(Dataset records)
....................

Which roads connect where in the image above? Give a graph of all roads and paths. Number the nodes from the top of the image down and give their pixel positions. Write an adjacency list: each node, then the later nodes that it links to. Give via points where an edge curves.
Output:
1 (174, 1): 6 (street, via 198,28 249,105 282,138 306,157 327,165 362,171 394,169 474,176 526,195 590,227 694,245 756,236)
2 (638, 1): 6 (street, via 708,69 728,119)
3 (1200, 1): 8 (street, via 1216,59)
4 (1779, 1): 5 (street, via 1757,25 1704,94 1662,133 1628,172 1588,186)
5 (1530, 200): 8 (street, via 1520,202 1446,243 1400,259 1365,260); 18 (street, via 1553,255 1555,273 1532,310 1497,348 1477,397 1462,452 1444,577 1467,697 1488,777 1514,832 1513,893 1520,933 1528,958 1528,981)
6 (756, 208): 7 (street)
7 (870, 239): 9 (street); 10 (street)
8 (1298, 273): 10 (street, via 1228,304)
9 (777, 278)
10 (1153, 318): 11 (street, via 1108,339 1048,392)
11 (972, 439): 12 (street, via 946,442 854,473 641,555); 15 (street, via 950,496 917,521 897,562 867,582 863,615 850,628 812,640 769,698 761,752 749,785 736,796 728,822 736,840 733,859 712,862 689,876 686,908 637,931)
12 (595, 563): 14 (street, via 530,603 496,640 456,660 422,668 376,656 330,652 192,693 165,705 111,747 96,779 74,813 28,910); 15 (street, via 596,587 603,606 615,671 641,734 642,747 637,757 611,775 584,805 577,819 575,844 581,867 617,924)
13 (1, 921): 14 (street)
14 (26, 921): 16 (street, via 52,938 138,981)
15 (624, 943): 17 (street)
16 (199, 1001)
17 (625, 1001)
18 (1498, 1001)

....................

To do
Exact repetition is required: return every record shown above.

The completed task
Which roads connect where in the image above? Give a graph of all roads and paths. Number the nodes from the top of the image down and give their pixel positions. Write an adjacency list: each node, then the later nodes that it links to. Give via points where an edge curves.
Output:
1 (174, 1): 6 (street, via 198,28 249,105 282,138 306,157 327,165 362,171 394,169 474,176 526,195 590,227 694,245 756,236)
2 (638, 1): 6 (street, via 708,69 728,119)
3 (1200, 1): 8 (street, via 1216,59)
4 (1779, 1): 5 (street, via 1757,25 1704,94 1662,133 1628,172 1588,186)
5 (1530, 200): 8 (street, via 1520,202 1446,243 1400,259 1365,260); 18 (street, via 1553,255 1555,273 1532,310 1497,348 1477,397 1462,452 1444,577 1467,697 1488,777 1514,832 1513,893 1520,933 1528,958 1528,981)
6 (756, 208): 7 (street)
7 (870, 239): 9 (street); 10 (street)
8 (1298, 273): 10 (street, via 1228,304)
9 (777, 278)
10 (1153, 318): 11 (street, via 1108,339 1048,392)
11 (972, 439): 12 (street, via 946,442 854,473 641,555); 15 (street, via 950,496 917,521 897,562 867,582 863,615 850,628 812,640 769,698 761,752 749,785 736,796 728,822 736,840 733,859 712,862 689,876 686,908 637,931)
12 (595, 563): 14 (street, via 530,603 496,640 456,660 422,668 376,656 330,652 192,693 165,705 111,747 96,779 74,813 28,910); 15 (street, via 596,587 603,606 615,671 641,734 642,747 637,757 611,775 584,805 577,819 575,844 581,867 617,924)
13 (1, 921): 14 (street)
14 (26, 921): 16 (street, via 52,938 138,981)
15 (624, 943): 17 (street)
16 (199, 1001)
17 (625, 1001)
18 (1498, 1001)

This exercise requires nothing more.